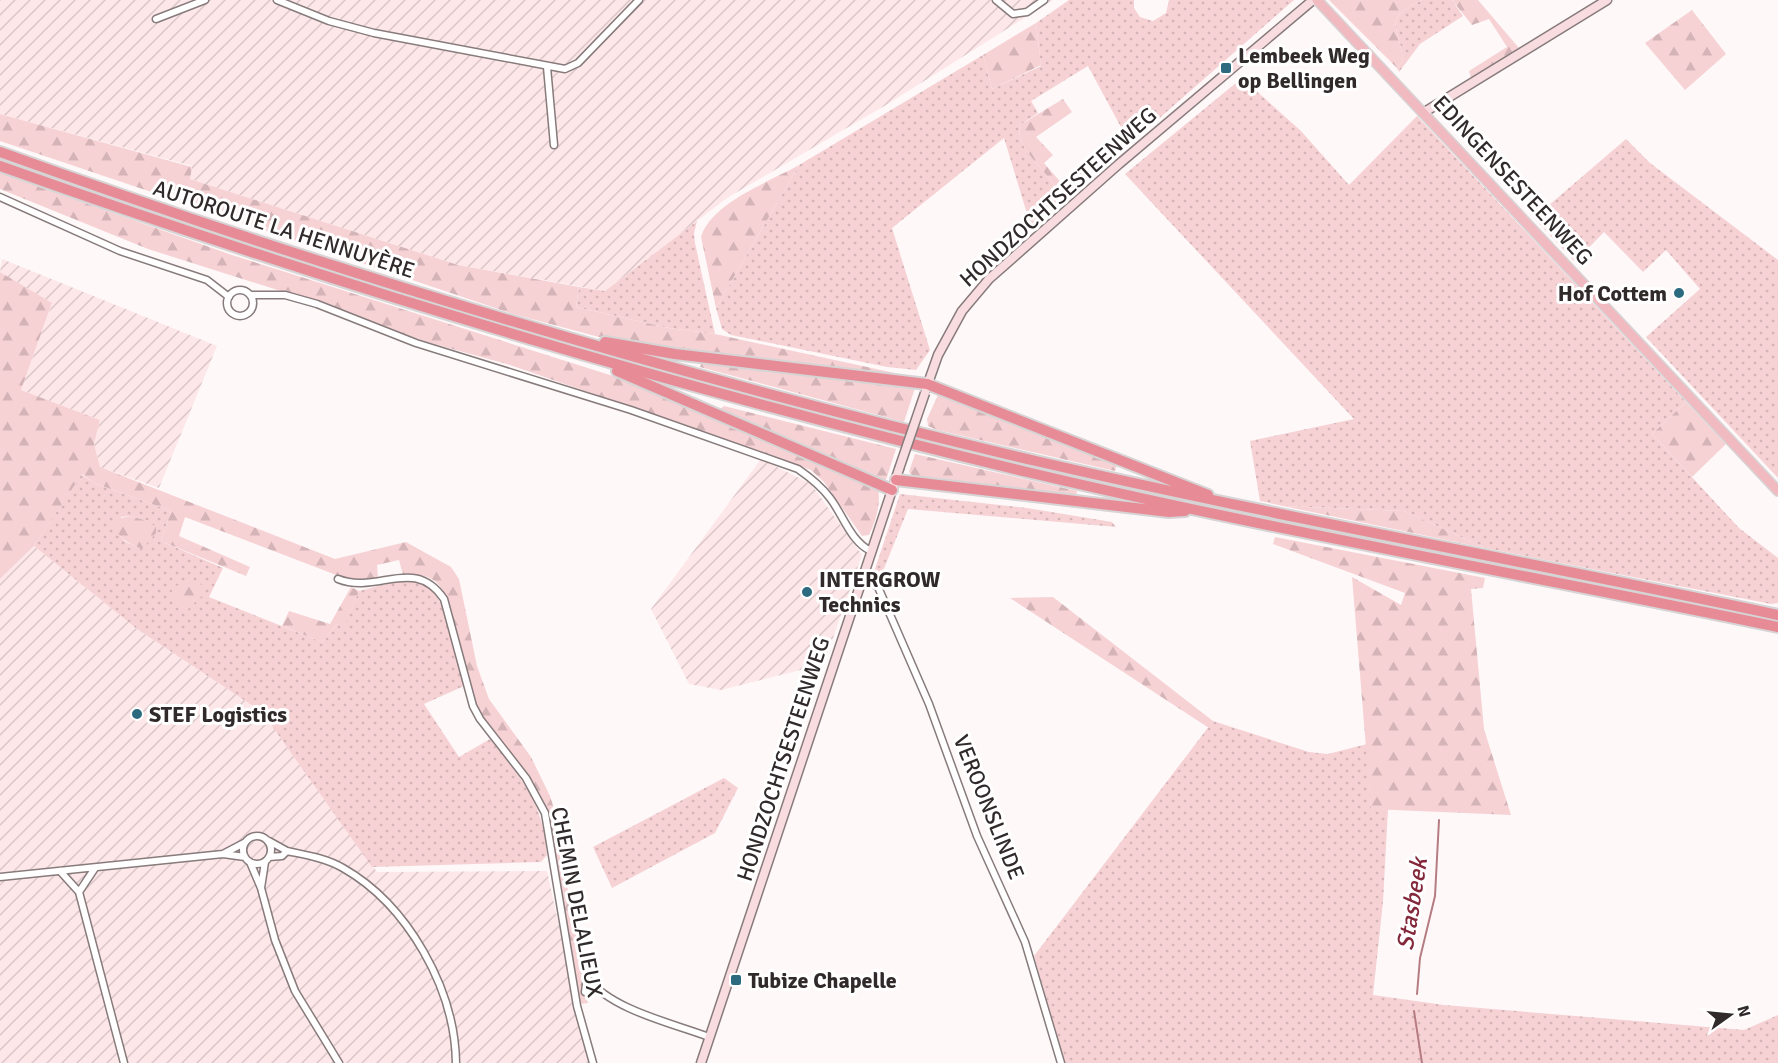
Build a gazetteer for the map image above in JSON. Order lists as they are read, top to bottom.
{
  "streets": {
    "highway": ["AUTOROUTE LA HENNUYÈRE"],
    "main road": ["EDINGENSESTEENWEG", "HONDZOCHTSESTEENWEG"],
    "street": ["VEROONSLINDE", "CHEMIN DELALIEUX"]
  },
  "crossings": [
    ["EDINGENSESTEENWEG", "HONDZOCHTSESTEENWEG"],
    ["HONDZOCHTSESTEENWEG", "VEROONSLINDE"]
  ],
  "water": ["Stasbeek"],
  "places": {
    "transit": ["Lembeek Weg op Bellingen", "Tubize Chapelle"],
    "other": ["Hof Cottem", "INTERGROW Technics", "STEF Logistics"]
  },
  "north": "right"
}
• • •
> _What to work on_:
When you return the listing, keep it exact and omit any pictures it holds.

> _Response to this task_:
Build a gazetteer for the map image above in JSON. Order lists as they are read, top to bottom.
{
  "streets": {
    "highway": ["AUTOROUTE LA HENNUYÈRE"],
    "main road": ["EDINGENSESTEENWEG", "HONDZOCHTSESTEENWEG"],
    "street": ["VEROONSLINDE", "CHEMIN DELALIEUX"]
  },
  "crossings": [
    ["EDINGENSESTEENWEG", "HONDZOCHTSESTEENWEG"],
    ["HONDZOCHTSESTEENWEG", "VEROONSLINDE"]
  ],
  "water": ["Stasbeek"],
  "places": {
    "transit": ["Lembeek Weg op Bellingen", "Tubize Chapelle"],
    "other": ["Hof Cottem", "INTERGROW Technics", "STEF Logistics"]
  },
  "north": "right"
}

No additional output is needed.